Beth Shalom, Auckland, New Zealand

Our Sacred Stories remind us: Adam and Eve were the first human beings. Their children were Cain and Abel, the farmer and the herder. Each son makes an offering to God, Cain’s being produce and Abel’s the best of his flock. (Genesis 4:4) God accepts the lamb Abel sacrifices but denies Cain’s offering. The rabbis say this is because Abel brought God his best, while Cain did not.

How must Cain have felt: Rejected? Embarrassed? Worthless? Who among us does not know how powerful, how devastating those feelings can be?

Enraged and in pain, Cain kills his brother — the first murder. And we all descend from Cain. His complex cocktail of emotions — greed, shame, eagerness, despair — exists in each of us. His readiness to lash out exists in us all.
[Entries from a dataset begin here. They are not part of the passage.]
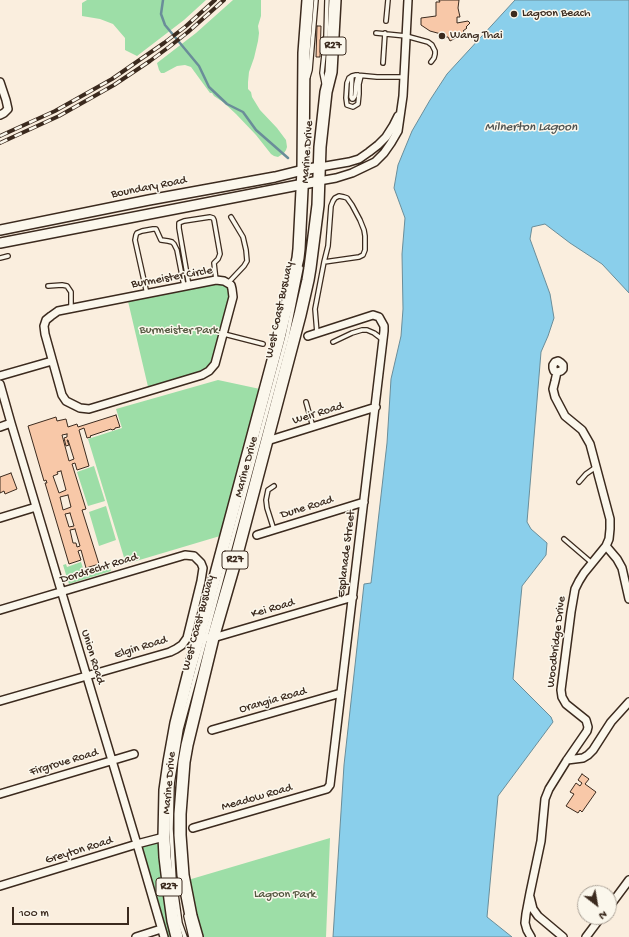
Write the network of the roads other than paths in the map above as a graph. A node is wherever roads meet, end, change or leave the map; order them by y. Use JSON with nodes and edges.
{"nodes":[{"id":1,"x":308,"y":0,"type":"edge"},
{"id":2,"x":316,"y":0,"type":"edge"},
{"id":3,"x":327,"y":0,"type":"edge"},
{"id":4,"x":335,"y":0,"type":"edge"},
{"id":5,"x":388,"y":0,"type":"edge"},
{"id":6,"x":408,"y":0,"type":"edge"},
{"id":7,"x":386,"y":21,"type":"dead end"},
{"id":8,"x":376,"y":32,"type":"dead end"},
{"id":9,"x":385,"y":33,"type":"junction"},
{"id":10,"x":406,"y":36,"type":"junction"},
{"id":11,"x":431,"y":62,"type":"dead end"},
{"id":12,"x":383,"y":63,"type":"dead end"},
{"id":13,"x":352,"y":76,"type":"junction"},
{"id":14,"x":359,"y":76,"type":"junction"},
{"id":15,"x":404,"y":78,"type":"junction"},
{"id":16,"x":0,"y":82,"type":"edge"},
{"id":17,"x":304,"y":87,"type":"junction"},
{"id":18,"x":326,"y":92,"type":"junction"},
{"id":19,"x":402,"y":109,"type":"junction"},
{"id":20,"x":0,"y":115,"type":"edge"},
{"id":21,"x":320,"y":167,"type":"junction"},
{"id":22,"x":303,"y":170,"type":"junction"},
{"id":23,"x":319,"y":181,"type":"junction"},
{"id":24,"x":302,"y":184,"type":"junction"},
{"id":25,"x":231,"y":217,"type":"dead end"},
{"id":26,"x":0,"y":230,"type":"edge"},
{"id":27,"x":0,"y":243,"type":"edge"},
{"id":28,"x":8,"y":256,"type":"dead end"},
{"id":29,"x":0,"y":258,"type":"edge"},
{"id":30,"x":324,"y":262,"type":"junction"},
{"id":31,"x":216,"y":280,"type":"junction"},
{"id":32,"x":228,"y":283,"type":"junction"},
{"id":33,"x":48,"y":286,"type":"dead end"},
{"id":34,"x":186,"y":286,"type":"junction"},
{"id":35,"x":147,"y":294,"type":"junction"},
{"id":36,"x":71,"y":308,"type":"junction"},
{"id":37,"x":317,"y":333,"type":"junction"},
{"id":38,"x":222,"y":334,"type":"junction"},
{"id":39,"x":308,"y":336,"type":"dead end"},
{"id":40,"x":383,"y":340,"type":"junction"},
{"id":41,"x":333,"y":342,"type":"dead end"},
{"id":42,"x":263,"y":344,"type":"dead end"},
{"id":43,"x":52,"y":360,"type":"junction"},
{"id":44,"x":557,"y":372,"type":"dead end"},
{"id":45,"x":0,"y":376,"type":"edge"},
{"id":46,"x":0,"y":384,"type":"edge"},
{"id":47,"x":306,"y":402,"type":"dead end"},
{"id":48,"x":376,"y":407,"type":"junction"},
{"id":49,"x":11,"y":423,"type":"junction"},
{"id":50,"x":0,"y":427,"type":"edge"},
{"id":51,"x":313,"y":427,"type":"junction"},
{"id":52,"x":267,"y":441,"type":"junction"},
{"id":53,"x":596,"y":467,"type":"junction"},
{"id":54,"x":579,"y":482,"type":"dead end"},
{"id":55,"x":274,"y":486,"type":"dead end"},
{"id":56,"x":364,"y":502,"type":"junction"},
{"id":57,"x":36,"y":507,"type":"junction"},
{"id":58,"x":0,"y":518,"type":"edge"},
{"id":59,"x":274,"y":530,"type":"junction"},
{"id":60,"x":258,"y":535,"type":"dead end"},
{"id":61,"x":564,"y":539,"type":"dead end"},
{"id":62,"x":606,"y":546,"type":"junction"},
{"id":63,"x":201,"y":562,"type":"joint"},
{"id":64,"x":592,"y":563,"type":"junction"},
{"id":65,"x":61,"y":592,"type":"junction"},
{"id":66,"x":353,"y":597,"type":"junction"},
{"id":67,"x":629,"y":599,"type":"edge"},
{"id":68,"x":0,"y":610,"type":"edge"},
{"id":69,"x":206,"y":638,"type":"junction"},
{"id":70,"x":86,"y":676,"type":"junction"},
{"id":71,"x":340,"y":693,"type":"junction"},
{"id":72,"x":0,"y":701,"type":"edge"},
{"id":73,"x":629,"y":702,"type":"edge"},
{"id":74,"x":212,"y":730,"type":"dead end"},
{"id":75,"x":134,"y":754,"type":"dead end"},
{"id":76,"x":111,"y":760,"type":"junction"},
{"id":77,"x":567,"y":760,"type":"junction"},
{"id":78,"x":327,"y":789,"type":"joint"},
{"id":79,"x":0,"y":794,"type":"edge"},
{"id":80,"x":193,"y":828,"type":"dead end"},
{"id":81,"x":164,"y":837,"type":"junction"},
{"id":82,"x":137,"y":844,"type":"junction"},
{"id":83,"x":183,"y":875,"type":"junction"},
{"id":84,"x":629,"y":880,"type":"edge"},
{"id":85,"x":0,"y":886,"type":"edge"},
{"id":86,"x":530,"y":893,"type":"junction"},
{"id":87,"x":617,"y":896,"type":"edge"},
{"id":88,"x":184,"y":902,"type":"dead end"},
{"id":89,"x":185,"y":914,"type":"dead end"},
{"id":90,"x":595,"y":925,"type":"edge"},
{"id":91,"x":162,"y":930,"type":"junction"},
{"id":92,"x":136,"y":937,"type":"edge"},
{"id":93,"x":164,"y":937,"type":"edge"},
{"id":94,"x":177,"y":937,"type":"edge"},
{"id":95,"x":185,"y":937,"type":"edge"},
{"id":96,"x":191,"y":937,"type":"edge"},
{"id":97,"x":197,"y":937,"type":"edge"},
{"id":98,"x":531,"y":937,"type":"edge"},
{"id":99,"x":563,"y":937,"type":"edge"},
{"id":100,"x":586,"y":937,"type":"edge"}],
"edges":[{"from":1,"to":17,"type":"main road","name":"Marine Drive","number":"R27"},
{"from":2,"to":17,"type":"lane"},
{"from":3,"to":18,"type":"lane"},
{"from":4,"to":18,"type":"main road","name":"Marine Drive","number":"R27"},
{"from":5,"to":7,"type":"lane"},
{"from":6,"to":10,"type":"street"},
{"from":8,"to":9,"type":"lane"},
{"from":9,"to":10,"type":"lane"},
{"from":9,"to":12,"type":"lane"},
{"from":10,"to":11,"type":"lane"},
{"from":10,"to":15,"type":"street"},
{"from":13,"to":14,"type":"lane"},
{"from":13,"to":14,"type":"lane"},
{"from":13,"to":14,"type":"lane"},
{"from":14,"to":15,"type":"lane"},
{"from":15,"to":19,"type":"street"},
{"from":16,"to":20,"type":"street"},
{"from":17,"to":22,"type":"main road","name":"Marine Drive","number":"R27"},
{"from":18,"to":21,"type":"main road","name":"Marine Drive","number":"R27"},
{"from":19,"to":21,"type":"street"},
{"from":19,"to":23,"type":"street"},
{"from":21,"to":22,"type":"main road","name":"Boundary Road"},
{"from":21,"to":23,"type":"main road","name":"Marine Drive","number":"R27"},
{"from":22,"to":24,"type":"main road","name":"Marine Drive","number":"R27"},
{"from":22,"to":26,"type":"main road","name":"Boundary Road"},
{"from":23,"to":24,"type":"main road"},
{"from":23,"to":52,"type":"main road","name":"Marine Drive","number":"R27"},
{"from":24,"to":27,"type":"main road"},
{"from":24,"to":69,"type":"main road","name":"Marine Drive","number":"R27"},
{"from":25,"to":32,"type":"lane"},
{"from":28,"to":29,"type":"lane"},
{"from":30,"to":30,"type":"lane"},
{"from":30,"to":37,"type":"lane"},
{"from":31,"to":32,"type":"street","name":"Burmeister Circle"},
{"from":31,"to":34,"type":"street","name":"Burmeister Circle"},
{"from":31,"to":34,"type":"lane"},
{"from":32,"to":38,"type":"street","name":"Burmeister Circle"},
{"from":33,"to":36,"type":"lane"},
{"from":34,"to":35,"type":"street","name":"Burmeister Circle"},
{"from":34,"to":35,"type":"lane"},
{"from":35,"to":36,"type":"street","name":"Burmeister Circle"},
{"from":36,"to":43,"type":"street","name":"Burmeister Circle"},
{"from":37,"to":39,"type":"street"},
{"from":37,"to":40,"type":"street","name":"Esplanade Street"},
{"from":38,"to":42,"type":"lane"},
{"from":38,"to":43,"type":"street","name":"Burmeister Circle"},
{"from":40,"to":41,"type":"lane"},
{"from":40,"to":48,"type":"street","name":"Esplanade Street"},
{"from":43,"to":45,"type":"street"},
{"from":44,"to":53,"type":"street","name":"Woodbridge Drive"},
{"from":46,"to":49,"type":"street","name":"Union Road"},
{"from":47,"to":51,"type":"lane"},
{"from":48,"to":51,"type":"street","name":"Weir Road"},
{"from":48,"to":56,"type":"street","name":"Esplanade Street"},
{"from":49,"to":50,"type":"street"},
{"from":49,"to":57,"type":"street","name":"Union Road"},
{"from":51,"to":52,"type":"street","name":"Weir Road"},
{"from":52,"to":69,"type":"main road","name":"Marine Drive","number":"R27"},
{"from":53,"to":54,"type":"lane"},
{"from":53,"to":62,"type":"street","name":"Woodbridge Drive"},
{"from":55,"to":59,"type":"lane"},
{"from":56,"to":59,"type":"street","name":"Dune Road"},
{"from":56,"to":66,"type":"street","name":"Esplanade Street"},
{"from":57,"to":58,"type":"street"},
{"from":57,"to":65,"type":"street","name":"Union Road"},
{"from":59,"to":60,"type":"street","name":"Dune Road"},
{"from":61,"to":64,"type":"lane"},
{"from":62,"to":64,"type":"street","name":"Woodbridge Drive"},
{"from":62,"to":67,"type":"street"},
{"from":63,"to":65,"type":"street","name":"Dordrecht Road"},
{"from":63,"to":70,"type":"street","name":"Elgin Road"},
{"from":64,"to":77,"type":"street","name":"Woodbridge Drive"},
{"from":65,"to":68,"type":"street","name":"Dordrecht Road"},
{"from":65,"to":70,"type":"street","name":"Union Road"},
{"from":66,"to":69,"type":"street","name":"Kei Road"},
{"from":66,"to":71,"type":"street","name":"Esplanade Street"},
{"from":69,"to":81,"type":"main road","name":"Marine Drive","number":"R27"},
{"from":69,"to":83,"type":"main road","name":"Marine Drive","number":"R27"},
{"from":69,"to":95,"type":"lane","name":"West Coast Busway"},
{"from":70,"to":72,"type":"street","name":"Elgin Road"},
{"from":70,"to":76,"type":"street","name":"Union Road"},
{"from":71,"to":74,"type":"street","name":"Orangia Road"},
{"from":71,"to":78,"type":"street","name":"Esplanade Street"},
{"from":73,"to":77,"type":"street"},
{"from":75,"to":76,"type":"street","name":"Firgrove Road"},
{"from":76,"to":79,"type":"street","name":"Firgrove Road"},
{"from":76,"to":82,"type":"street","name":"Union Road"},
{"from":77,"to":86,"type":"street","name":"Woodbridge Drive"},
{"from":78,"to":80,"type":"street","name":"Meadow Road"},
{"from":81,"to":82,"type":"street","name":"Greyton Road"},
{"from":81,"to":94,"type":"main road","name":"Marine Drive","number":"R27"},
{"from":82,"to":85,"type":"street","name":"Greyton Road"},
{"from":82,"to":91,"type":"street","name":"Union Road"},
{"from":83,"to":88,"type":"lane"},
{"from":83,"to":97,"type":"main road","name":"Marine Drive","number":"R27"},
{"from":84,"to":87,"type":"street"},
{"from":86,"to":98,"type":"street","name":"Woodbridge Drive"},
{"from":86,"to":99,"type":"street","name":"Woodbridge Drive"},
{"from":89,"to":96,"type":"lane"},
{"from":90,"to":100,"type":"street"},
{"from":91,"to":92,"type":"street"},
{"from":91,"to":93,"type":"street","name":"Union Road"}]}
How often do we fail to acknowledge those parts of ourselves that we fear or find repugnant? These aspects of ourselves — our rage, our desperation, our pride — live in our Shadow.
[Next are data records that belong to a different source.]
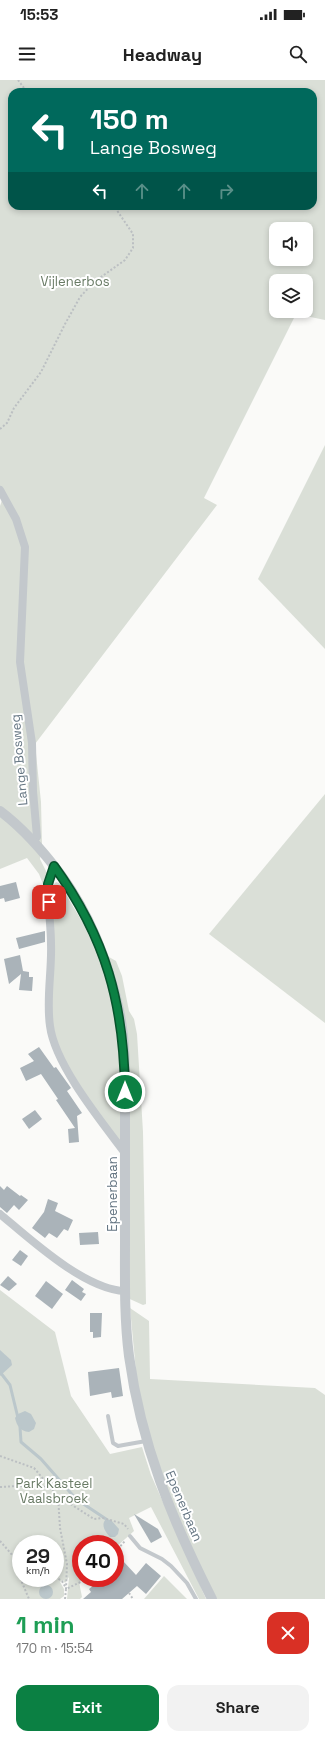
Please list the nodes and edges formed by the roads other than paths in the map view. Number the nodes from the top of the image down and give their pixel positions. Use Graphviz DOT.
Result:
graph roads {
  1 [pos="0,490"];
  2 [pos="0,810"];
  3 [pos="33,841"];
  4 [pos="54,866"];
  5 [pos="125,1153"];
  6 [pos="0,1214"];
  7 [pos="125,1291"];
  8 [pos="108,1416"];
  9 [pos="146,1441"];
  10 [pos="130,1536"];
  11 [pos="196,1599"];
  12 [pos="212,1599"];
  1 -- 3 [label="street, Lange Bosweg"];
  2 -- 3 [label="street, Epenerbaan"];
  3 -- 4 [label="street, Epenerbaan"];
  4 -- 5 [label="street, Epenerbaan"];
  4 -- 5 [label="street"];
  5 -- 7 [label="street, Epenerbaan"];
  6 -- 7 [label="street"];
  7 -- 9 [label="street, Epenerbaan"];
  8 -- 9 [label="lane"];
  9 -- 12 [label="street, Epenerbaan"];
  10 -- 11 [label="lane"];
}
To be human is to have a Shadow — that realm of the psyche where repressed feelings and behaviours dwell. As they marked Cain, so they mark us all. They keep us from being our fullest selves.

If, for example, anger is unacceptable in our family, we may repress it to an extent that we are unable to tap into anger even when it is justified. We lose access to healthy indignation, self-protection, and upset. And when those feelings inevitably arise, they shock us. We handle them poorly because we lack the understanding, the language, and the skill to wield them. At the same time we may despise ourselves, knowing that those feelings reside within us.
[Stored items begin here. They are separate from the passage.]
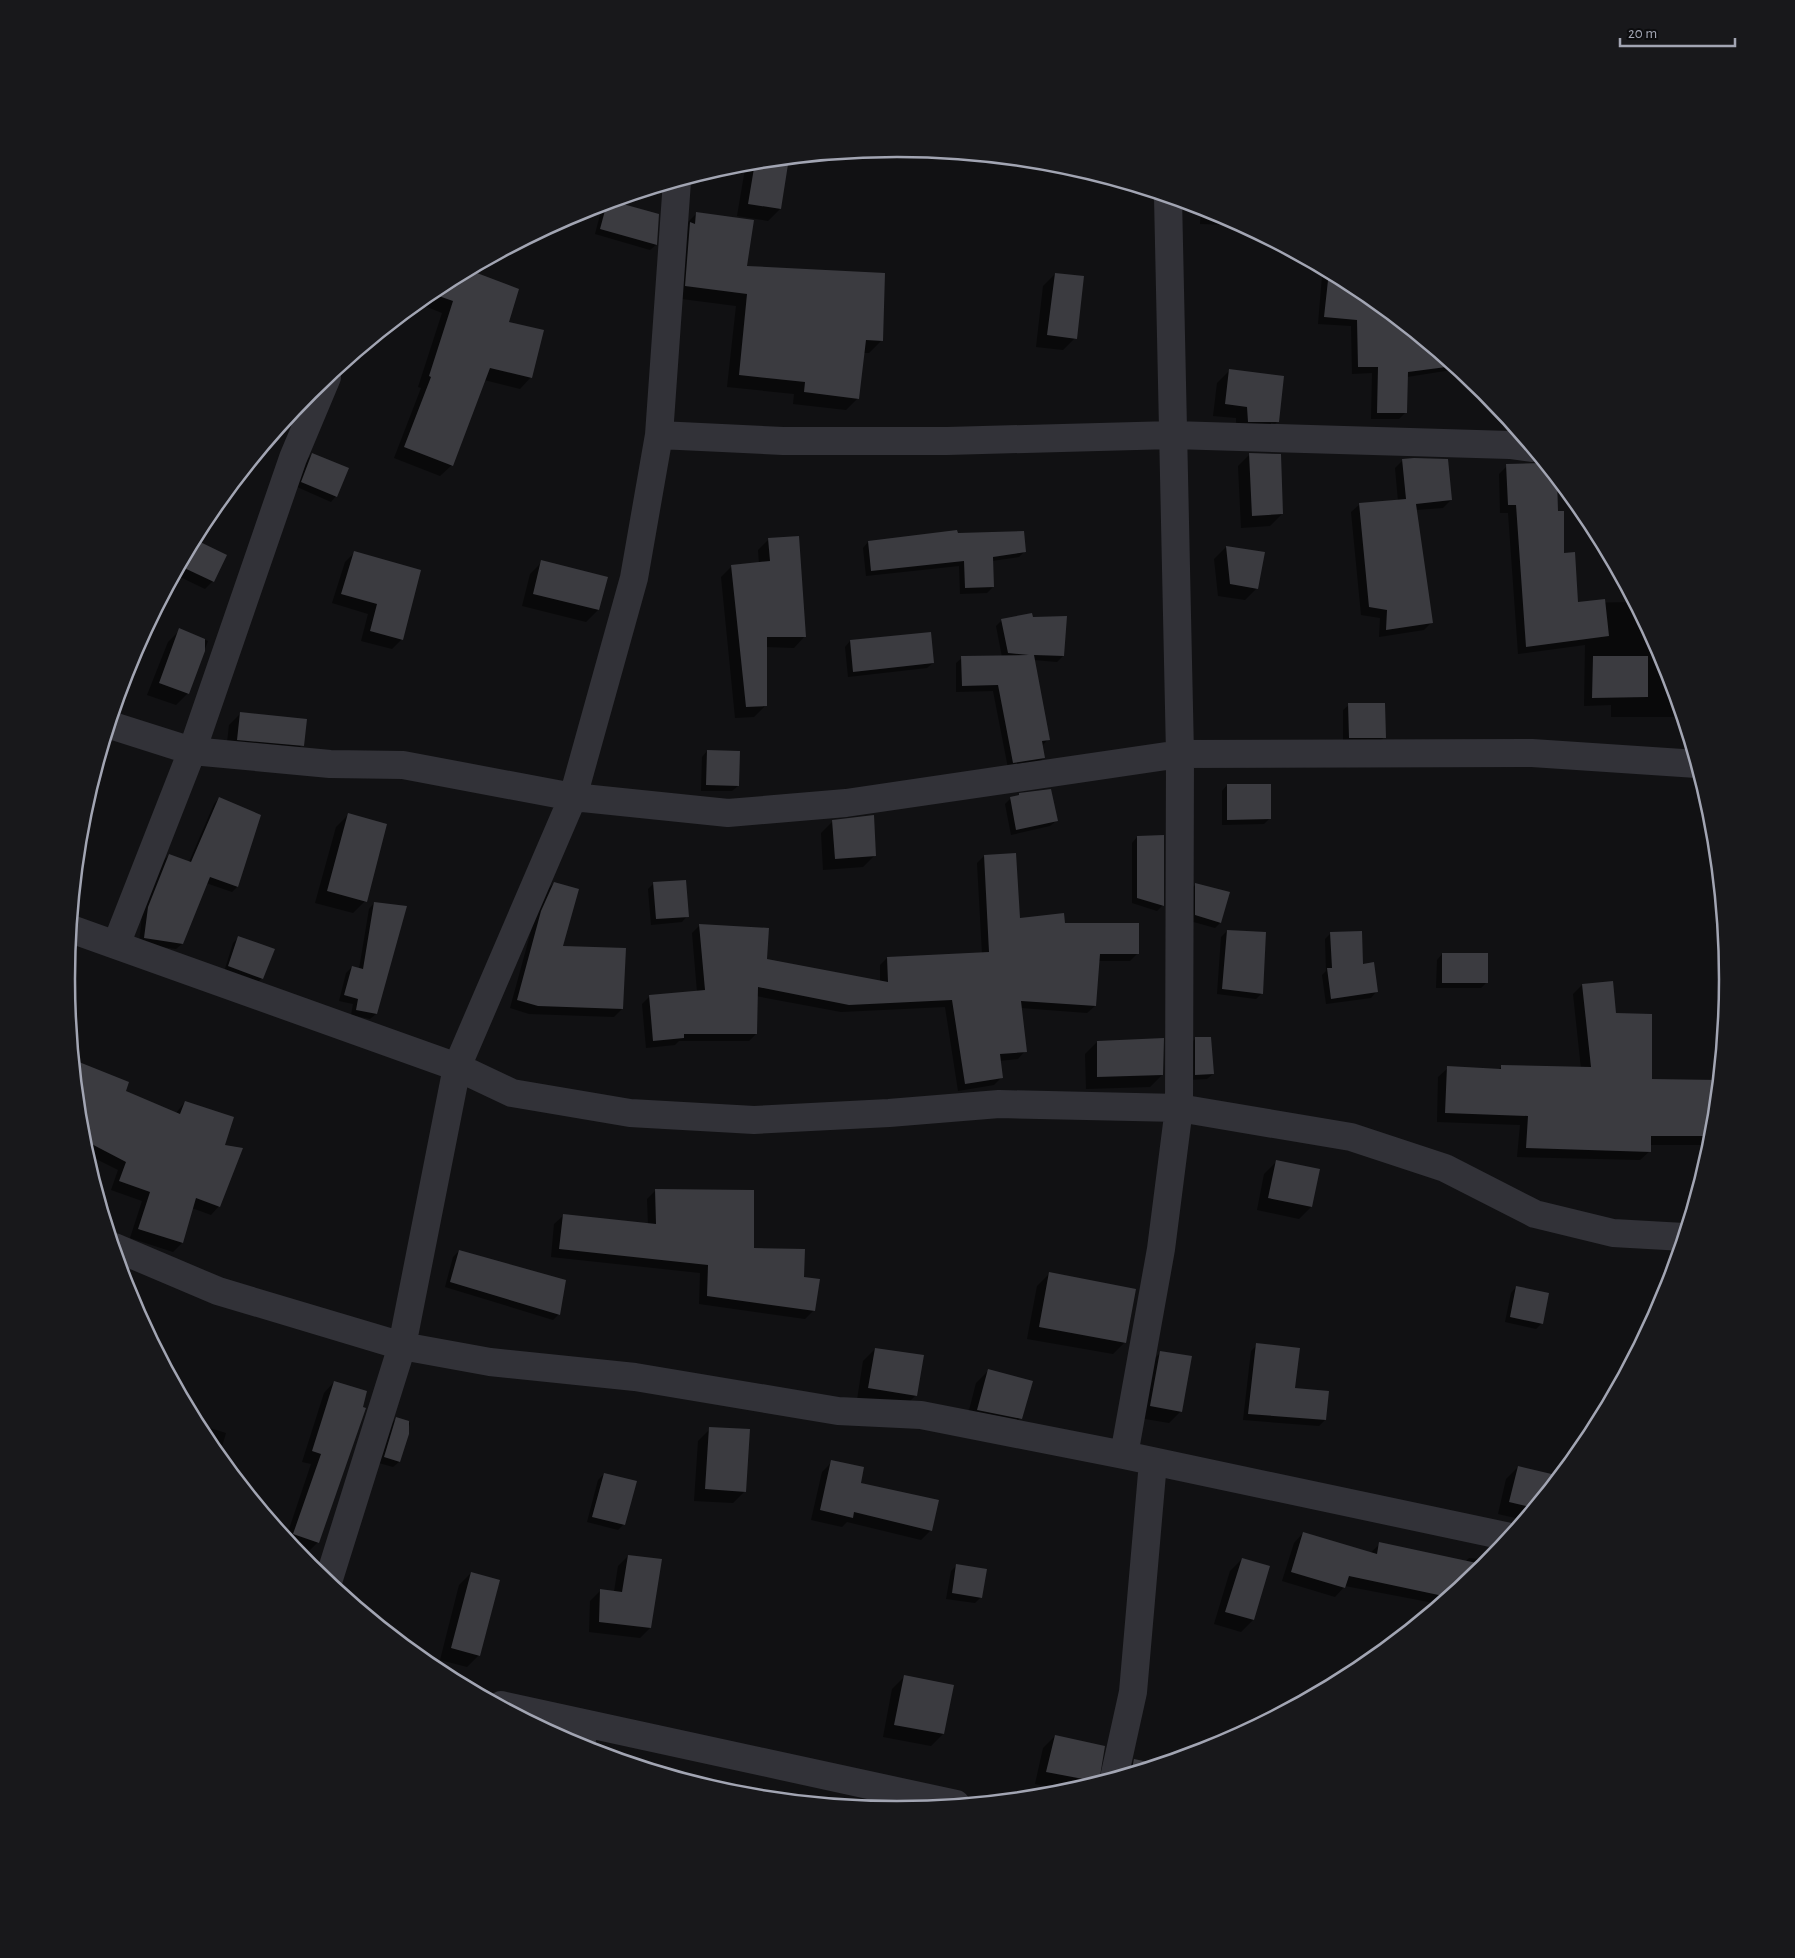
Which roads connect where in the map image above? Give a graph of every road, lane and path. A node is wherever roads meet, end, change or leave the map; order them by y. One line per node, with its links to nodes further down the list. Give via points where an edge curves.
1 (677, 187): 4 (street)
2 (1168, 202): 5 (street)
3 (320, 393): 8 (street, via 293,458)
4 (659, 435): 5 (street, via 783,441); 11 (street, via 634,578)
5 (1173, 435): 6 (street); 9 (street)
6 (1525, 447)
7 (115, 727): 8 (street)
8 (192, 751): 11 (street, via 330,764 404,765); 13 (street)
9 (1180, 754): 10 (street, via 1532,753); 11 (street, via 846,803 728,814); 15 (street)
10 (1691, 764)
11 (573, 797): 14 (street)
12 (77, 931): 13 (street)
13 (116, 945): 14 (street)
14 (457, 1067): 15 (street, via 512,1093 639,1113 754,1120 889,1114 998,1104); 18 (street)
15 (1179, 1108): 16 (street, via 1352,1137 1445,1168 1535,1214 1613,1233); 19 (street, via 1161,1249)
16 (1678, 1237)
17 (122, 1250): 18 (street, via 218,1291)
18 (402, 1346): 19 (street, via 490,1362 635,1377 838,1411 921,1415); 22 (street)
19 (1124, 1455): 20 (street)
20 (1153, 1462): 21 (street); 25 (street, via 1133,1692)
21 (1503, 1535)
22 (330, 1574)
23 (541, 1720): 24 (street)
24 (583, 1736): 26 (street)
25 (1115, 1771)
26 (937, 1801)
But this is not the end of the story — neither for Cain, nor for us.

After Cain’s offering is denied, God reproaches him but also offers the possibility of redemption: “Surely, if you do right, there is uplift. But if you do not do right sin crouches at the door, its urge is toward you, yet you can be its master” (Genesis 4:7).

If we don’t crack the door, if we don’t confront our demons, we make those closest to us our victims, just as Cain did. If we never learn from our demons, they remain as dangerous as the rock in Cain’s raised hand.

Paradoxically, our rejection of what we find unacceptable in ourselves requires reconciliation: that is, atonement.

So what are we to do?

We are to go thoughtfully through life, pausing to observe our feelings, however fleeting. They are evidence, traces, of our true selves. We might take notice when other people’s poor behavior upsets us, and we might consider why particular faults bother us so much – and ask whether those faults are also our own.

We are called to be kind and patient with others. Should we not extend that same grace to ourselves as we stumble on the rocky path to wholeness?

When we encounter the litany of wrongs canonized by the rabbis in the Vidui, we pray them sincerely. We inquire of each if it might, in fact, reside within us, behind a locked door. That inquiry itself is the beginning of integration, like a key slipped into a rusty lock.

Rabbi Lawrence Kushner puts it this way:

We may go down into ourselves with a flashlight, looking for the evil we have intended or done — not to excise it as some alien growth, but rather to discover the holy spark within it.

When true awareness allows us to integrate our faults into our full selves, we are victims to them no longer, and we are less likely to victimize those closest to us. Then, indeed, wholeness is at hand.